* [Directions]
Say how many lines in the entries hold the string "node", giving the number by itself.
(Record excerpts Opens)
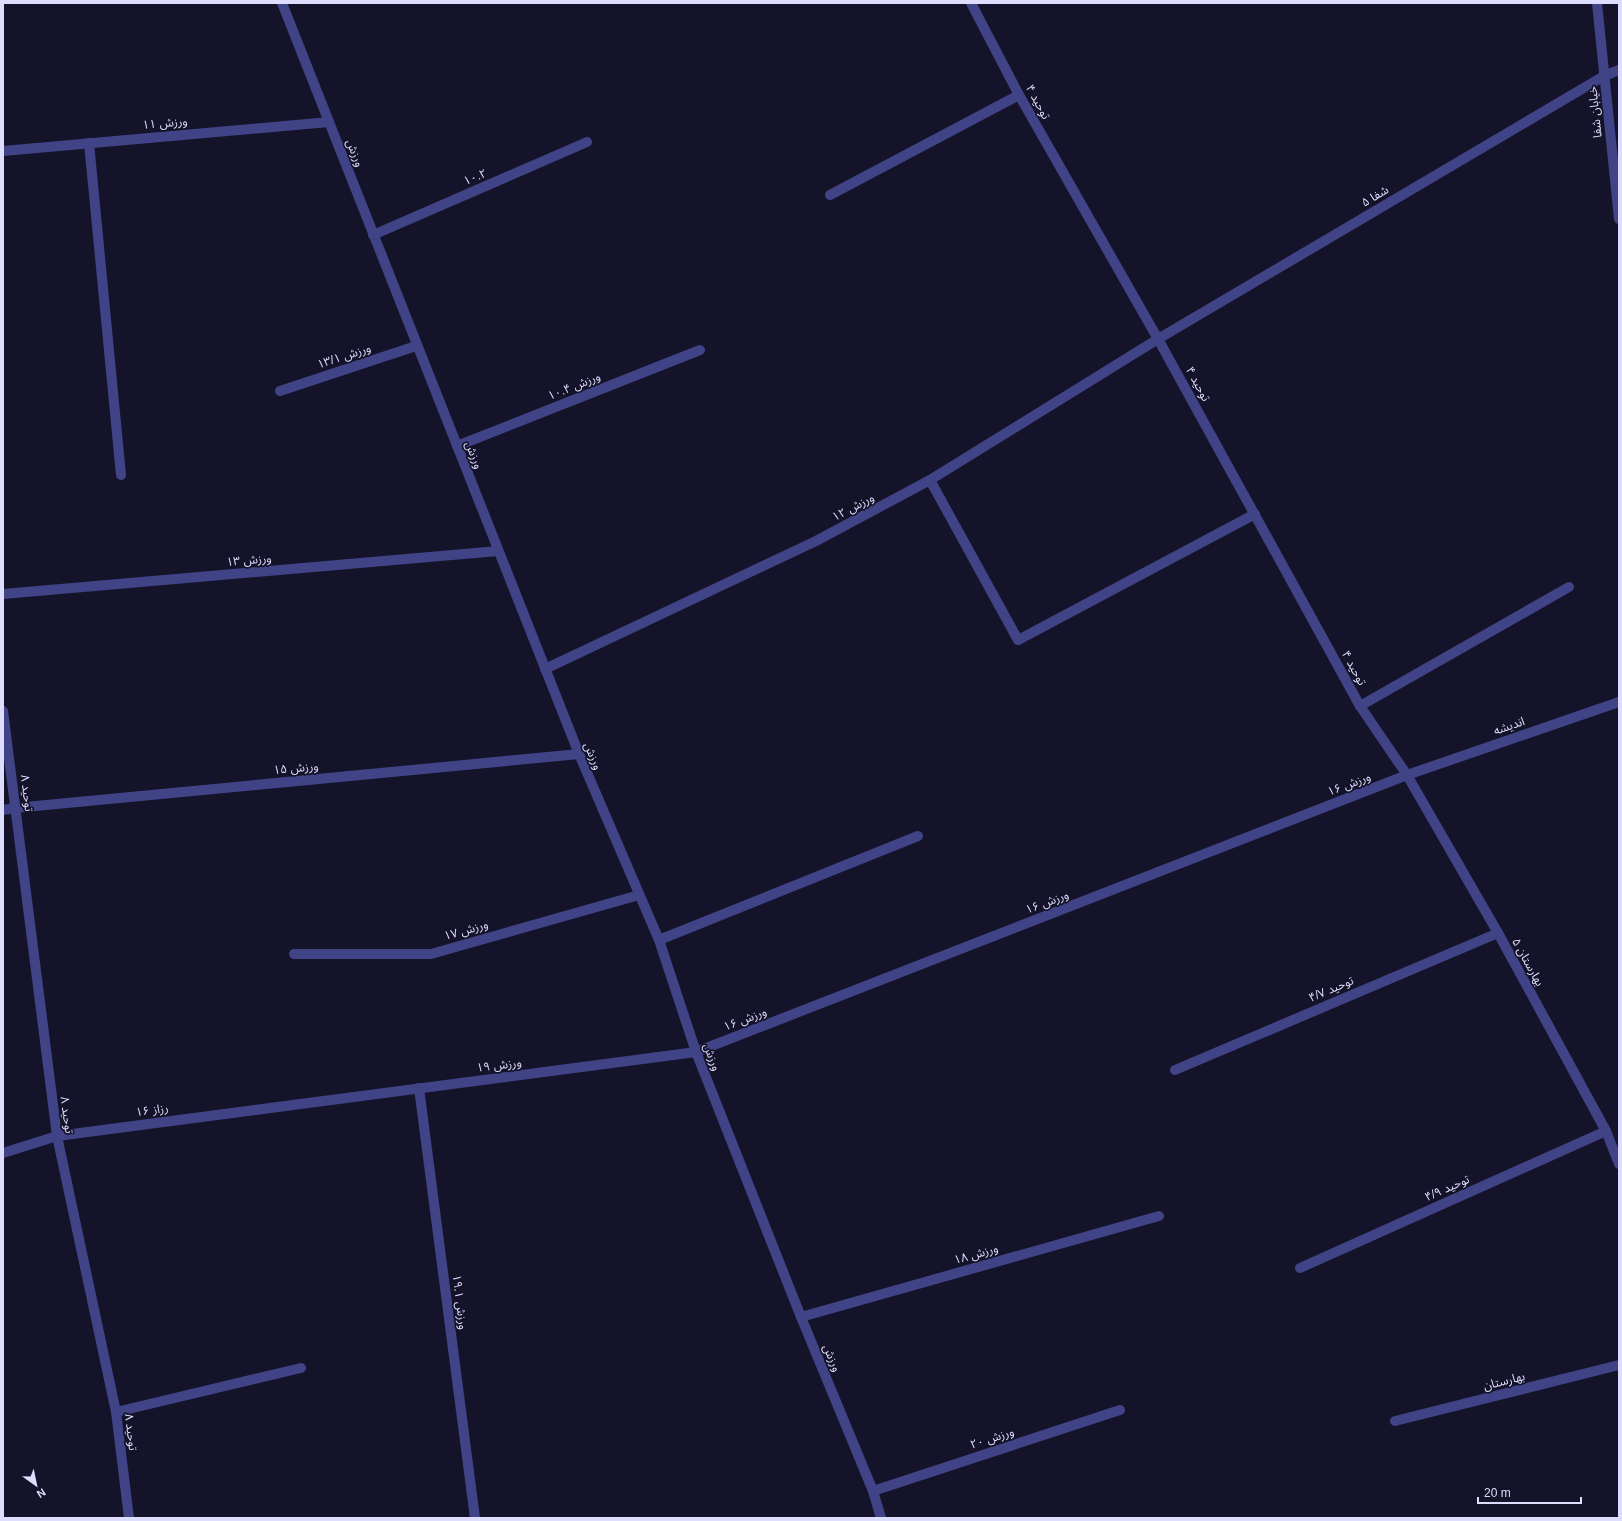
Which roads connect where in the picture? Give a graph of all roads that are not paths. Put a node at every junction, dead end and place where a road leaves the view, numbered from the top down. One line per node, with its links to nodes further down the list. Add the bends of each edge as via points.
(Record excerpts Closes)
(Record excerpts Opens)
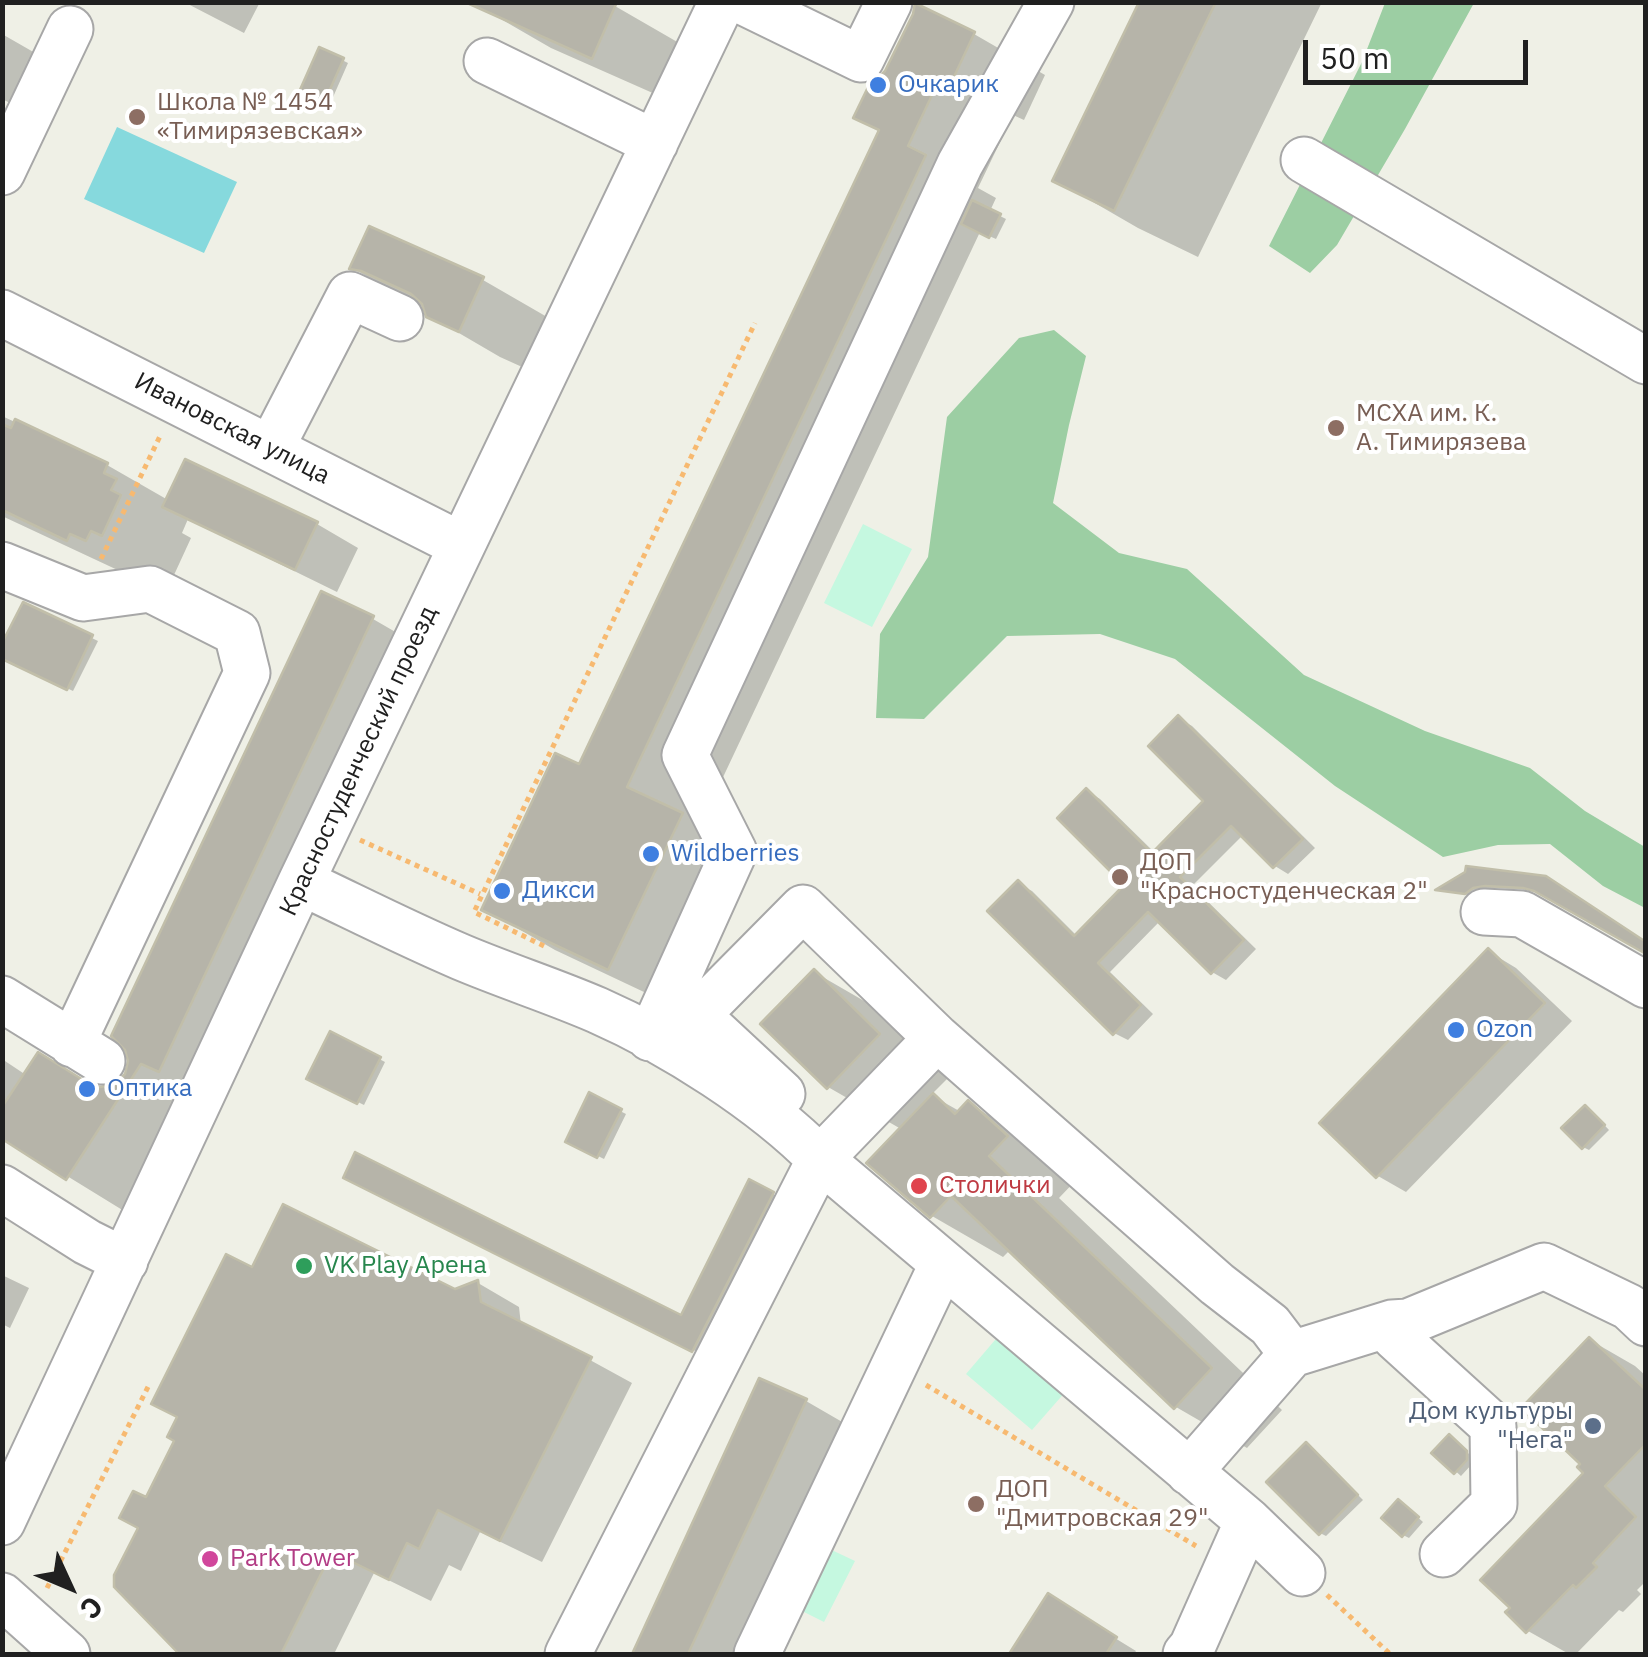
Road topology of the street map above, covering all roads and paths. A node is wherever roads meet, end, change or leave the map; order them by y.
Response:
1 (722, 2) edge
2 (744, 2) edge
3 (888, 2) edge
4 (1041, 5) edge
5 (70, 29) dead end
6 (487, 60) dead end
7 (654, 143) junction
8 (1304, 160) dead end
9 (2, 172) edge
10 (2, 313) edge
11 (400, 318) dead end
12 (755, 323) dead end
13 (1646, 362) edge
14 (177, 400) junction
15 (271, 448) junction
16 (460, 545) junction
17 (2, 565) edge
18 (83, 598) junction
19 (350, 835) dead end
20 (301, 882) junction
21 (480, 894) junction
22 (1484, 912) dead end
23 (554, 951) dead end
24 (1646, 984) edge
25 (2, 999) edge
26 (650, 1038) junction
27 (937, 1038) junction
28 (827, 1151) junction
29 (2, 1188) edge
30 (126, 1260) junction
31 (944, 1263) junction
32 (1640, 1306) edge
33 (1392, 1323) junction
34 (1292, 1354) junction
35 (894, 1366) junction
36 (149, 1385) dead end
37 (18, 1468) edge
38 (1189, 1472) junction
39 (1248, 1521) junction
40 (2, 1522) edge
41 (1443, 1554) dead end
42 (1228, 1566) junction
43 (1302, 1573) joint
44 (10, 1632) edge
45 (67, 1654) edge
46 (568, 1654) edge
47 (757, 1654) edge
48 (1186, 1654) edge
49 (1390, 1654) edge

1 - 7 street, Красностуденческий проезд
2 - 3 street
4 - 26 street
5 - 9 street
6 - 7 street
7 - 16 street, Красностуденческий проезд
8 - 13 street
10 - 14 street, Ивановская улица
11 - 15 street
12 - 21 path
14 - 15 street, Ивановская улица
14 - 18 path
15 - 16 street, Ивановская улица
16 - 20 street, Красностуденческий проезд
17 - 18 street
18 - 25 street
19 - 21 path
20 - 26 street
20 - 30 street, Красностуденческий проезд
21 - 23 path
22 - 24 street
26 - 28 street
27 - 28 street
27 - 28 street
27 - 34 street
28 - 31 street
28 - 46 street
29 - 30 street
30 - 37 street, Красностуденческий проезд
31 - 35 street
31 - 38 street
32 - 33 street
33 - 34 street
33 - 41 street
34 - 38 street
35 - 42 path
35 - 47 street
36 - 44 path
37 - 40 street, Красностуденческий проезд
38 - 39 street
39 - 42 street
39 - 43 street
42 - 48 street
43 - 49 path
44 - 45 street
(Record excerpts Closes)
* [Solution below]
2